The model with the trimmed data is a definite improvement although it isn't as good as the prediciton by Random Forest, since it still has more mislabeled asteoroids. LGBM ranks second in model performance. 

# 5. Conclusion

Following is the table of performance evaluation for the models created.

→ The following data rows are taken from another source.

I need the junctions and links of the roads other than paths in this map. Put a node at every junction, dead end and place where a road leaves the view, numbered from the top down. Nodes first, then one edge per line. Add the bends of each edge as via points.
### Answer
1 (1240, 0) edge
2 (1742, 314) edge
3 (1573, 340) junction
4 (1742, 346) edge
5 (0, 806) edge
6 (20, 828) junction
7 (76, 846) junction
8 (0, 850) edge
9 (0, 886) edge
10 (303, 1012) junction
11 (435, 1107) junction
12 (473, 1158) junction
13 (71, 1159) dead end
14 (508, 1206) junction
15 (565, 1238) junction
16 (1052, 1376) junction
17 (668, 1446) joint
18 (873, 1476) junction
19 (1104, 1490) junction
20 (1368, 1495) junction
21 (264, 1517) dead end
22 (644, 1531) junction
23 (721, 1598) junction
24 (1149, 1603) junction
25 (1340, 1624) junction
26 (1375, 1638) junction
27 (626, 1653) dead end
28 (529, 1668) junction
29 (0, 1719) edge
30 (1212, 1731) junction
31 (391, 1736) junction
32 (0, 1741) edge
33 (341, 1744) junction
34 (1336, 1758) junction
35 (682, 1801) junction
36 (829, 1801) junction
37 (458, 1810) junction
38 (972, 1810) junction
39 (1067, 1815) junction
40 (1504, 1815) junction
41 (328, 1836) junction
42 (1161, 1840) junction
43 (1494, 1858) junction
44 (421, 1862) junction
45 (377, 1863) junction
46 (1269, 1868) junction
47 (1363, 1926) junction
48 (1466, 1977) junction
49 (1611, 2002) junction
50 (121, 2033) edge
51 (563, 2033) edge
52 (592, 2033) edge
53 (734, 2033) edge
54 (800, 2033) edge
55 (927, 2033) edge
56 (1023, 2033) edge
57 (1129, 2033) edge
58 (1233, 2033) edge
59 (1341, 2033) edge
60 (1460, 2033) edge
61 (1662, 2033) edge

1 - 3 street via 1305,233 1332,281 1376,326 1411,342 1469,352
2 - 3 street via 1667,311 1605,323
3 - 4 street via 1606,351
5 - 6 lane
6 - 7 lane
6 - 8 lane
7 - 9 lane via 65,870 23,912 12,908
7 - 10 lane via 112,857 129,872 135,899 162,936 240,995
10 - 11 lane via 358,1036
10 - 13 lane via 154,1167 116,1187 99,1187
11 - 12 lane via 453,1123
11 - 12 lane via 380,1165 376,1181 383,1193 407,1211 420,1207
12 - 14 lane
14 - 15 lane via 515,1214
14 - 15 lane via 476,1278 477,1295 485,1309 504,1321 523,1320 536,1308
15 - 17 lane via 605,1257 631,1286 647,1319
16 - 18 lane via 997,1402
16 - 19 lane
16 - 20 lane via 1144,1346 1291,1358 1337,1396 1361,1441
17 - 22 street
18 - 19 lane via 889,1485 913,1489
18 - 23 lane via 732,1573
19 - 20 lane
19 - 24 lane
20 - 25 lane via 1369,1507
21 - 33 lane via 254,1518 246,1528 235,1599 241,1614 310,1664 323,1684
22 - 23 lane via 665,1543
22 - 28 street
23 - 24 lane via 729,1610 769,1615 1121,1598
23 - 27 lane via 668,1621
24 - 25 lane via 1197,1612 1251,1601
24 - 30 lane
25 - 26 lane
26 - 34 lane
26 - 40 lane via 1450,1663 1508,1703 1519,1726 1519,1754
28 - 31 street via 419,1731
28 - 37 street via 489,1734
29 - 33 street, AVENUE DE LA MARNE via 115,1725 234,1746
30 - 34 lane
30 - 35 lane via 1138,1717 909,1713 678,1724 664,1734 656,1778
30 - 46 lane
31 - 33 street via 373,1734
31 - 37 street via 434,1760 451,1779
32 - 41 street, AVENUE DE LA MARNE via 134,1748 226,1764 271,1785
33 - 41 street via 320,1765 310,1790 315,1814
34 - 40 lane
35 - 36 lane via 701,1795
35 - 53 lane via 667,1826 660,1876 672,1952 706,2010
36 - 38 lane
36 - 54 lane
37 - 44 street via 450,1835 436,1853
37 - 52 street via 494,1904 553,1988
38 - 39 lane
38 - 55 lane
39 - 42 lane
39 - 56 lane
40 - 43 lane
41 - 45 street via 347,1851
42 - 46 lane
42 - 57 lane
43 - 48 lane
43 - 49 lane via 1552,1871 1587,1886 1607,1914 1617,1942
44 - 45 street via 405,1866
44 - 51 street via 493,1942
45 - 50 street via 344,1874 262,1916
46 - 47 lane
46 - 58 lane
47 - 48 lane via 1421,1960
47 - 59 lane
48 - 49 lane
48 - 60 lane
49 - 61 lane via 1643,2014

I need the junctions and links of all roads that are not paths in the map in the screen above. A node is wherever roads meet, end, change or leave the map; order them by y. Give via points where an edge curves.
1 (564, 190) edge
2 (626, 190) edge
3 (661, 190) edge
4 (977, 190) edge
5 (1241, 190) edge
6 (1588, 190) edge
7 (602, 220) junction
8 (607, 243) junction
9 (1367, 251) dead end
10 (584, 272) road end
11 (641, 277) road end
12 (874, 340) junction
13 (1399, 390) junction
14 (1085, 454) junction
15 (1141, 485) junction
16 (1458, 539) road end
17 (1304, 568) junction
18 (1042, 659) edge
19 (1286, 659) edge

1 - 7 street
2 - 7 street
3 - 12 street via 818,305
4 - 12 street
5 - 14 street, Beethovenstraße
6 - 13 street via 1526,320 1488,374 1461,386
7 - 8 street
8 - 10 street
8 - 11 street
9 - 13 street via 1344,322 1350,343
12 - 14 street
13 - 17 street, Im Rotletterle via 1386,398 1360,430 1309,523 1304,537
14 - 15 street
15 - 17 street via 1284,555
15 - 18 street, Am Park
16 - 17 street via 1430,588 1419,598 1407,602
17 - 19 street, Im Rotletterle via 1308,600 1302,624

| Model| Accuracy  | Precision    | Recall   | F-1 Score   |
|---:|:-------------|:-----------|:------|:------|
| Random Forest with importance | 99.99%  | 0.98    | 1.0   | 0.99     |
| Random Forest | 99.98%  | 0.97   | 0.99   | 0.98     |
| Light Gradient Boosting with importance | 99.98%  | 0.96    | 0.99   | 0.98     |
| Light Gradient Boosting | 99.98%  |  0.96  |  0.99  |   0.98   |
| Logistic Regression |  99.11% | 0.6       | 0.98   | 0.67     |

The Random Forest model with only important features trumps the other models in perfomance metrics. Light Gradient Boosting had a good performance as well, but not as good as Random Forest, even with the model tuned for different paramters. Logistic Regression was used a baseline model to match the other models with, and although it had good accuracy, it still was weak in performance. <br>

Thus a tuned Random Forest model would be best to predict the hazardous nature of the asteroids.